- Directed by: Robert N. Bradbury
- Written by: Robert N. Bradbury
- Starring: Bob Steele
- Production company: Supreme Pictures
- Release date: December 12, 1934;
- Running time: 56 minutes
- Country: United States
- Language: English

= Western Justice =

1934 film

Western Justice is a 1934 American Western film directed by Robert N. Bradbury and starring Bob Steele. Steele sings in the film. Scenes were shot around Buena Vista Lake.

==Plot==
Three strangers—each riding the range for his own personal reasons—converge on an isolated, abandoned cabin in the arid West. Wary at first, they cautiously share the space and, to avoid revealing their true identities or pasts, adopt playing-card inspired aliases: Ace (Bob Steele), King (Lafe McKee), and Jack (Julian Rivero).

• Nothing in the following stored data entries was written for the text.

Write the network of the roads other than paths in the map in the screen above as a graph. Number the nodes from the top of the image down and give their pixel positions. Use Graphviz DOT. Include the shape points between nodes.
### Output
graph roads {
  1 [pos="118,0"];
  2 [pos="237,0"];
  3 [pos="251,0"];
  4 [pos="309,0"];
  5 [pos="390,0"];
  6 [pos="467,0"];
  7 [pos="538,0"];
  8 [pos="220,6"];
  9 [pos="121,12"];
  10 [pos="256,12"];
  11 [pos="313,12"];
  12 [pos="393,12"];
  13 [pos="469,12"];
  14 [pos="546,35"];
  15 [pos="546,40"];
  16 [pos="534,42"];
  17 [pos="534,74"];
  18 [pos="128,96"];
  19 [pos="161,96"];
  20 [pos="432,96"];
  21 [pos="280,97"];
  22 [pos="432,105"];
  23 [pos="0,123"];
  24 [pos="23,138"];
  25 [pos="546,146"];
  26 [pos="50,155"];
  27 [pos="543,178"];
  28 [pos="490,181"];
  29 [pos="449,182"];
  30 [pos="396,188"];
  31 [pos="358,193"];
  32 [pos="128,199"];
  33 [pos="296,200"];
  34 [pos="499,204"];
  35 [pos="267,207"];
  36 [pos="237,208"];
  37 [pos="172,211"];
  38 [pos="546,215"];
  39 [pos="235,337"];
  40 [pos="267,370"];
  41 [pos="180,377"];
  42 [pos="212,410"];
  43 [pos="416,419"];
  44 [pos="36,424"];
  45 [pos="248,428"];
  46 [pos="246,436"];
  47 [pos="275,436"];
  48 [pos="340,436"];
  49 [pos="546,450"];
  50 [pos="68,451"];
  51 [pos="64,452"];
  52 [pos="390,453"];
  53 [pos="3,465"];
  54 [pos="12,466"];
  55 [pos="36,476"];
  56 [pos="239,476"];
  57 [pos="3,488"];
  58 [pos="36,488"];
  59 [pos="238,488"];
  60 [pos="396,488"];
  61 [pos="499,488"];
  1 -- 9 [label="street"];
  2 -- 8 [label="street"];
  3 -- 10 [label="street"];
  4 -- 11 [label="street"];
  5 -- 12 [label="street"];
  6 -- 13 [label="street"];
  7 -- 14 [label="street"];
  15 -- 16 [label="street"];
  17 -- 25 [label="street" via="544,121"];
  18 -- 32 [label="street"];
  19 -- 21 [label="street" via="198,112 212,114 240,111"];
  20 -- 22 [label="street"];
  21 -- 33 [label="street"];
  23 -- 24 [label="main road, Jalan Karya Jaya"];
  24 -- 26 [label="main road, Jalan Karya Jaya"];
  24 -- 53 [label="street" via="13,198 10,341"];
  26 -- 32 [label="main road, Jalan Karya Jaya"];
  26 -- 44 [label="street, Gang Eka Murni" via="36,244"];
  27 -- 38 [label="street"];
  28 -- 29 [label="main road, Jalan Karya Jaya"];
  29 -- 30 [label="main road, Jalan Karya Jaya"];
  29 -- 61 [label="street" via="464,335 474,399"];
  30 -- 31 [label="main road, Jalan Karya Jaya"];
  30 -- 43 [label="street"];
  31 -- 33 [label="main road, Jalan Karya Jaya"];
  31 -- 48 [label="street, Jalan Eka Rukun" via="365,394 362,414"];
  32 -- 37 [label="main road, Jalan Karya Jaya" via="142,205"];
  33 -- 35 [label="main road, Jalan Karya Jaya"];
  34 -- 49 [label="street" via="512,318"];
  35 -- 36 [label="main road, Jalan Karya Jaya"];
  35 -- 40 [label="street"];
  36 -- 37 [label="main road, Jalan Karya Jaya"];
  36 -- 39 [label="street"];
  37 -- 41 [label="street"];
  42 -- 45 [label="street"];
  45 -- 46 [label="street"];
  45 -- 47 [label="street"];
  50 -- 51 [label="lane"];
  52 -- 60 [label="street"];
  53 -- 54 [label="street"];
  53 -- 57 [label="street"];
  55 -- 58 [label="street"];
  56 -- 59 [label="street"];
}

Bonding over their shared predicament and mutual distrust turning to camaraderie, the trio discovers a common cause when they arrive in a drought-stricken valley town. Ruthless land and cattle baron interests have diverted the vital water supply to force struggling homesteaders and small ranchers off their land, aiming to seize control for profit or expansion. The desperate settlers are on the verge of ruin without irrigation.

The three mysterious drifters—revealing their skills as capable gunmen and resourceful men—decide to team up and fight for justice. They work to expose the water-grabbing scheme, rally the beleaguered townsfolk, and confront the outlaws and henchmen who enforce the tyrant's will through intimidation, rustling, and violence.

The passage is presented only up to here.